本記事は、麻雀のリーチに対する放銃点について、牌種や巡目、ドラの見え具合の要素を考慮し期待値を考察したものです。
私なりの推計方法で算出した期待値のため、あくまで参考値として捉えていただけますようお願い申し上げます。
私は麻雀歴18年程度で、今は引退していますが天鳳で5,000半荘程度対局し、鳳凰卓での対局経験もあります。最高段位8段ですが、だいたい6段~7段をうろうろしていました。
フリー雀荘での成績は、一般的なチェーン店ですが月間の平均順位2.28~2.41程度です。(場代高いのであまりプラスにはなりませんが、手出し無しで遊んでるぐらいの成績と捉えてください。
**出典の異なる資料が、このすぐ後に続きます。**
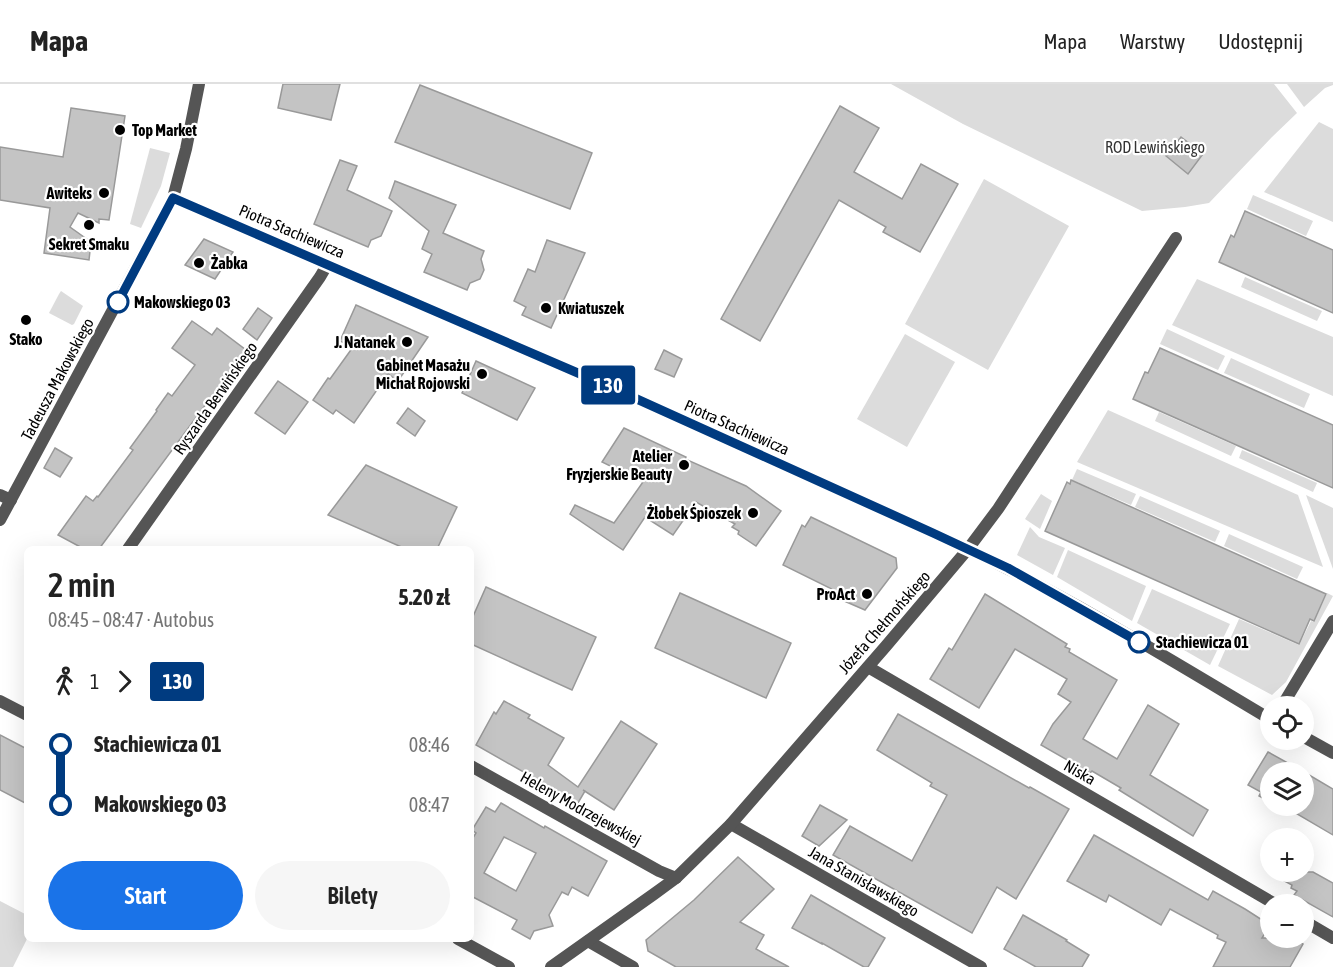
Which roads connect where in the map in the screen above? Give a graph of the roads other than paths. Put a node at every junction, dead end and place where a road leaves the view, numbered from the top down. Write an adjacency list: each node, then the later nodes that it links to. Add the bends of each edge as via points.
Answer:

)
かなり長い記事になりますので、お時間に余裕のある時に読んでいただければと思います。
それでは順を追って解説していきます。
牌種別ごとの当たり牌打点考察
まず初めに、役の出現率(天鳳の100万局分のデータから引用)と、放銃した牌でその役が成立するかどうか整理します。
上記の表から、偶然役と確定で判別できる役、役満(河が特殊になる可能性が高く、察知できる可能性が高いため)を除外します。
この表を利用して、当たり牌の種別ごとに翻数の期待値を推計します。
翻数の期待値推計
考え方は、下記の通りです。
放銃した牌により、役が確定するもの(三元牌など)、その牌だけでは役が確定しないものにパターン分けがなされます。
たとえば2萬で放銃した場合、入り目のメンツに役牌アンコが存在するケースもあります。
この場合は、雀頭と待ち牌のメンツ以外の3メンツに含まれていることを考慮して、放銃した牌以外のメンツにより発生しうる役については、発生率を60%として期待値を計算します。
三色同順は、3~7牌は3通りの順子、2,8牌は2通り、1,9牌は1通りしかありませんので、それぞれ2,8牌は3分の2、1,9牌は3分の1として計算しています。
タンヤオは、2,3,7,8牌の場合複合しないパターンがあるため、2,8牌は3分の2、3,7牌は4分の3として計算しています。
チャンタ系は、2,3,7,8牌の場合複合しないパターン(縦の受けも含む)があるため、2,8牌は3分の1、3,7牌は4分の1として計算しています。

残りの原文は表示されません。